> [TASK OBJECTIVE]: Pull each line with the string "岩倉街道" from the entries.

(DATA SUPPLIED Opens)

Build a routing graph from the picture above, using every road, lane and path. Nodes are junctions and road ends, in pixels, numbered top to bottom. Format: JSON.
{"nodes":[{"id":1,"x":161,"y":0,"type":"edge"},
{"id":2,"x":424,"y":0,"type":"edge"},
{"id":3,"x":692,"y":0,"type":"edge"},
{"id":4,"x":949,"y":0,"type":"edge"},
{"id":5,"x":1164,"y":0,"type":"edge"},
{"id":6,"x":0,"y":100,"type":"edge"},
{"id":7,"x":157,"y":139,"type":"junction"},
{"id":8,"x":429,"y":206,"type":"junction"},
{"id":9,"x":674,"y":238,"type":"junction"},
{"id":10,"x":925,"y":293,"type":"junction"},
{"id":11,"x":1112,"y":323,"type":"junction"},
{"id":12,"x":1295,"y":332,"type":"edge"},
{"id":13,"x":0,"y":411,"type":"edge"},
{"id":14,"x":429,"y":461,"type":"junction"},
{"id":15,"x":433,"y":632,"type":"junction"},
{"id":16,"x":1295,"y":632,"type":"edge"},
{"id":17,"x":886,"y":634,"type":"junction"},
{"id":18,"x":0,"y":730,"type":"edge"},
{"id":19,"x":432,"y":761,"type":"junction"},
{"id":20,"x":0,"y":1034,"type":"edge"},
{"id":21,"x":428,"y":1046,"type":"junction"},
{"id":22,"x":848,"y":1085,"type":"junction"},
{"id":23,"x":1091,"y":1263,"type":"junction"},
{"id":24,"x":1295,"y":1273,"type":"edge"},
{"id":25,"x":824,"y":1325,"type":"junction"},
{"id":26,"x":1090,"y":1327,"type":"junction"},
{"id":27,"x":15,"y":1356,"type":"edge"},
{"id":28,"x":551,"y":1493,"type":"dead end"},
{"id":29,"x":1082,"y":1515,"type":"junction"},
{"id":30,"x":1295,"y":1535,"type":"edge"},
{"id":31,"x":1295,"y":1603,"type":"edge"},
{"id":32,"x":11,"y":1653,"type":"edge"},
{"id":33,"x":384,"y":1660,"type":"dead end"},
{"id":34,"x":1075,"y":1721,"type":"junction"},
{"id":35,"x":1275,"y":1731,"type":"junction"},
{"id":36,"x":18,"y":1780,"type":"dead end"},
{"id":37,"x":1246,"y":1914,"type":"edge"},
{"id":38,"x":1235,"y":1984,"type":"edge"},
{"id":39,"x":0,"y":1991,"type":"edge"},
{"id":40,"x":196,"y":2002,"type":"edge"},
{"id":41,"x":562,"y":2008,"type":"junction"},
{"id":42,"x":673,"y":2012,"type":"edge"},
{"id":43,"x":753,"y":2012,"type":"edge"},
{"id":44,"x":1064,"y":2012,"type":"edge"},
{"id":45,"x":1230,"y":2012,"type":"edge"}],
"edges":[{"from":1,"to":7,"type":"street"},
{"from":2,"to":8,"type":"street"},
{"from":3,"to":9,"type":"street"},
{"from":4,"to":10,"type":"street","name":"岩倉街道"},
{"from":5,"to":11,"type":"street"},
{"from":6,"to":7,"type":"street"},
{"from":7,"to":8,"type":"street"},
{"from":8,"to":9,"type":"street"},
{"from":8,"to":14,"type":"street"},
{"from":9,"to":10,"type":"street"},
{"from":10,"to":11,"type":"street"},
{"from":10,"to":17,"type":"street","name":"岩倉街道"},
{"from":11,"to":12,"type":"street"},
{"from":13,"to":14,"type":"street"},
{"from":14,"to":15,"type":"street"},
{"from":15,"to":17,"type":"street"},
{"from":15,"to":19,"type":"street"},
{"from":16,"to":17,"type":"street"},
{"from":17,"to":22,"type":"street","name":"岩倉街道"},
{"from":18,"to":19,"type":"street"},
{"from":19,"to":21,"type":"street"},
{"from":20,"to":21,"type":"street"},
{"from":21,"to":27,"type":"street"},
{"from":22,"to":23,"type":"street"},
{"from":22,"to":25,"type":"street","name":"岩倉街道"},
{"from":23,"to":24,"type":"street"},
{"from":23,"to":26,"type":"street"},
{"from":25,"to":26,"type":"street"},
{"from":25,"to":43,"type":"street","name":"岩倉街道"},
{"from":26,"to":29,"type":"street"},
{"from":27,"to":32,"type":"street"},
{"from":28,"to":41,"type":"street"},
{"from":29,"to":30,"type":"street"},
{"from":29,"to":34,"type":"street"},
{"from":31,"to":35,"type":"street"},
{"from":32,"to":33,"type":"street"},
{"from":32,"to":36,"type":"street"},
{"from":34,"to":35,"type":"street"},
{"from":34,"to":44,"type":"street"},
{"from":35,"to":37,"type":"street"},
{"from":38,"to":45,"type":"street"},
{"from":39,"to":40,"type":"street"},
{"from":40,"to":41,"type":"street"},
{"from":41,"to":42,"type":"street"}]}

(DATA SUPPLIED Closes)

> [SOLUTION TO THIS EXERCISE]:
{"from":4,"to":10,"type":"street","name":"岩倉街道"},
{"from":10,"to":17,"type":"street","name":"岩倉街道"},
{"from":17,"to":22,"type":"street","name":"岩倉街道"},
{"from":22,"to":25,"type":"street","name":"岩倉街道"},
{"from":25,"to":43,"type":"street","name":"岩倉街道"},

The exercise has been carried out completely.